__TASK__. In how many lines of the records below does the word "main" appear? Answer with the number alone.

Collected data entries
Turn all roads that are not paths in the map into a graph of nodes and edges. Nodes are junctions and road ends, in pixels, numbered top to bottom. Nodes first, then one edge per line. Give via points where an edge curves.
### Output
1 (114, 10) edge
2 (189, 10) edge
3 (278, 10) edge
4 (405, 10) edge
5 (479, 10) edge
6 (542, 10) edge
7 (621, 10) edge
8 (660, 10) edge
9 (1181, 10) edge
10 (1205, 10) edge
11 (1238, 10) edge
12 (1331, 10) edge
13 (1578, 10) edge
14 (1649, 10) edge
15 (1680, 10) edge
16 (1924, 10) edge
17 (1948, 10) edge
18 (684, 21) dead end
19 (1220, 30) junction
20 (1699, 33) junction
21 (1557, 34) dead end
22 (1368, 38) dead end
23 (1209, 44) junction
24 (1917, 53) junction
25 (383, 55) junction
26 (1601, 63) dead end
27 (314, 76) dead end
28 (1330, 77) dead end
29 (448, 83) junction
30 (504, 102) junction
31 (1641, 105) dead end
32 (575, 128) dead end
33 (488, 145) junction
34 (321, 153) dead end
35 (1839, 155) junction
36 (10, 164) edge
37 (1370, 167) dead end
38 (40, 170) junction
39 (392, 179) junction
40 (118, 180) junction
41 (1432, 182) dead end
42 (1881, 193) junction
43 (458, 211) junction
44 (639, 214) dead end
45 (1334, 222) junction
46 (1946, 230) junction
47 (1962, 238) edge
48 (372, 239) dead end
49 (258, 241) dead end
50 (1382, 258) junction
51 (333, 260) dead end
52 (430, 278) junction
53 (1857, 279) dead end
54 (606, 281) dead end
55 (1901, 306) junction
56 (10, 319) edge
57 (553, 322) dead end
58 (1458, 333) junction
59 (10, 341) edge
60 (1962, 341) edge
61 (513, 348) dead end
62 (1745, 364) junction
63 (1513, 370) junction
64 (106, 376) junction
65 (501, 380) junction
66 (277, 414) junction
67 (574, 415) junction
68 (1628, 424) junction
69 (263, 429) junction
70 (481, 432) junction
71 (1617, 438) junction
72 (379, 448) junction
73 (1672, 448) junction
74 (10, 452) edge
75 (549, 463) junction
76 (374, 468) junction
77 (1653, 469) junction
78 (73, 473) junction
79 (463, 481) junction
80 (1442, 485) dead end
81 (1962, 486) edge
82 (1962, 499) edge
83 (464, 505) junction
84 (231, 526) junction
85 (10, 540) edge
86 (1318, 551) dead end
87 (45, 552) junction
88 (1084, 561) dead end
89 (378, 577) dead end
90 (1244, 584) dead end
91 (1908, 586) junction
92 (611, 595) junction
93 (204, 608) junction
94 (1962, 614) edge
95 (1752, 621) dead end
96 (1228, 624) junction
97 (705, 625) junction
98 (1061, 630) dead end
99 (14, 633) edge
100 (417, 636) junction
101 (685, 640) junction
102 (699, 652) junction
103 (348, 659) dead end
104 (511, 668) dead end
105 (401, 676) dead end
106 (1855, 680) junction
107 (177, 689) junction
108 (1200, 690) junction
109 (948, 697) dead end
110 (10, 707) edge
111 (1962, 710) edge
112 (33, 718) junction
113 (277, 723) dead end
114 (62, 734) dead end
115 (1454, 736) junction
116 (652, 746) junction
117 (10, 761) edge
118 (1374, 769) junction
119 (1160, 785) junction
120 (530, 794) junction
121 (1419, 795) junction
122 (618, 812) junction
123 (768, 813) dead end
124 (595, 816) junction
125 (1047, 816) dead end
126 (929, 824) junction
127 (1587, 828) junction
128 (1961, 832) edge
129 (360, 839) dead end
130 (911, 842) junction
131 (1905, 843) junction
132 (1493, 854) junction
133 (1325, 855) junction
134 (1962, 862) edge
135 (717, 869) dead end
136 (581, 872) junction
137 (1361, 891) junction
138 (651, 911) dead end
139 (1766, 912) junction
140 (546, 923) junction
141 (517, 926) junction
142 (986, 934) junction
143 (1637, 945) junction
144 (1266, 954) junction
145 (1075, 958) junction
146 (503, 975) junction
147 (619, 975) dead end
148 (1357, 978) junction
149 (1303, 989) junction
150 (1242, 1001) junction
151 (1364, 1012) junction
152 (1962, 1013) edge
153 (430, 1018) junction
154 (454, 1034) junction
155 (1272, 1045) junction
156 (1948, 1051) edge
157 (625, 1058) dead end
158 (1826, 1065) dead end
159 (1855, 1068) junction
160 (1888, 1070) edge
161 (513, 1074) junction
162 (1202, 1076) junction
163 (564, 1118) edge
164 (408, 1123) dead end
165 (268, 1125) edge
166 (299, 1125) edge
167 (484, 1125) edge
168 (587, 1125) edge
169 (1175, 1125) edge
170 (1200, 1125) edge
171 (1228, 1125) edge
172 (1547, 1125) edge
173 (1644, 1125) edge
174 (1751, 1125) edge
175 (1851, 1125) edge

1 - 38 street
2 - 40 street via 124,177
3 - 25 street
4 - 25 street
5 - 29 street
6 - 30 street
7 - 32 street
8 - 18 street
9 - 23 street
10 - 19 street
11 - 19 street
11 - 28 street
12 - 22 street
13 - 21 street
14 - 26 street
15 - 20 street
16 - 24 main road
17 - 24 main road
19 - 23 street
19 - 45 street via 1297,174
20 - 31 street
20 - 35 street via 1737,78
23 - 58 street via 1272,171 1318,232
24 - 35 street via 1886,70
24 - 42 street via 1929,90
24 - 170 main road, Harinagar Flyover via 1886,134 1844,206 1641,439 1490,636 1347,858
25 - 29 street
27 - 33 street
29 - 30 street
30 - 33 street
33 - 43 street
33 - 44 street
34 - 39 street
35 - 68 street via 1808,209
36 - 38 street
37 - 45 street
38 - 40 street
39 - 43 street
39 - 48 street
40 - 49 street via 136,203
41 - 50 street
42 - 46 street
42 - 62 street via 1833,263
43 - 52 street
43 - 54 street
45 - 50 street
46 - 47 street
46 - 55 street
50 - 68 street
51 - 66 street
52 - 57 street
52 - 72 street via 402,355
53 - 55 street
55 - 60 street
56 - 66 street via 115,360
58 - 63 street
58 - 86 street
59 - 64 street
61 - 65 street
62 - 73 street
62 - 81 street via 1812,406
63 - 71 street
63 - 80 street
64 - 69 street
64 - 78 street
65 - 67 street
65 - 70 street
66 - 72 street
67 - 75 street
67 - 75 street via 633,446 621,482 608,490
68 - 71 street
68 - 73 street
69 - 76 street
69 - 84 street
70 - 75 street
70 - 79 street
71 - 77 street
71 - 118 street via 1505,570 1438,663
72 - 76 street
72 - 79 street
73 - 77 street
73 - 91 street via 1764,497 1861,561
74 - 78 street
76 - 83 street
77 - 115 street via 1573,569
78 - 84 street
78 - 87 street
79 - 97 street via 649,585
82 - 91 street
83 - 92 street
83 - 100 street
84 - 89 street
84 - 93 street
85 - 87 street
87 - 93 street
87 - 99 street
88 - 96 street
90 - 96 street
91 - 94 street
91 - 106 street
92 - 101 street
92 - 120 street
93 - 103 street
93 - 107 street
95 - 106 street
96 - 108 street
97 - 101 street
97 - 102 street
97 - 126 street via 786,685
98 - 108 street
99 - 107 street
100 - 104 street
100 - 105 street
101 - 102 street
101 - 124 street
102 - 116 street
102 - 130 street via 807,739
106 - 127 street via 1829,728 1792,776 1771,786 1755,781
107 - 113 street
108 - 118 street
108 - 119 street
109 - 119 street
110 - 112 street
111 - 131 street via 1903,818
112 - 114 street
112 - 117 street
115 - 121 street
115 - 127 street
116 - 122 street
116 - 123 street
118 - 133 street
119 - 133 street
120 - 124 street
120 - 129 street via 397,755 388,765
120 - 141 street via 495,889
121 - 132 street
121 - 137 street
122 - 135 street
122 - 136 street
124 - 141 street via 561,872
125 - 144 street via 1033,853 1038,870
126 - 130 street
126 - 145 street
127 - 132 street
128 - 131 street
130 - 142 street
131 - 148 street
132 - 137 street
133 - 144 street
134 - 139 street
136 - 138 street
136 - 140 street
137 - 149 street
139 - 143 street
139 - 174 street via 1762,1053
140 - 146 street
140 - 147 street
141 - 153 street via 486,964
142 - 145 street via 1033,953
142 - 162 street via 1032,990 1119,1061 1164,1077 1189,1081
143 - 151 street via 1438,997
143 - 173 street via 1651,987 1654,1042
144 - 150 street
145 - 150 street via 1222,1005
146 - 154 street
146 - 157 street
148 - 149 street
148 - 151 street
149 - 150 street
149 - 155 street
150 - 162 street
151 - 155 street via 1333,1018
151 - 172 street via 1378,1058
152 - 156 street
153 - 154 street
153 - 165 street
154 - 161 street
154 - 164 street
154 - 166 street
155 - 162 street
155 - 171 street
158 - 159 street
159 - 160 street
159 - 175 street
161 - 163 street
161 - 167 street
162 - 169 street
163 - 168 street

__RESPONSE BELOW__. 3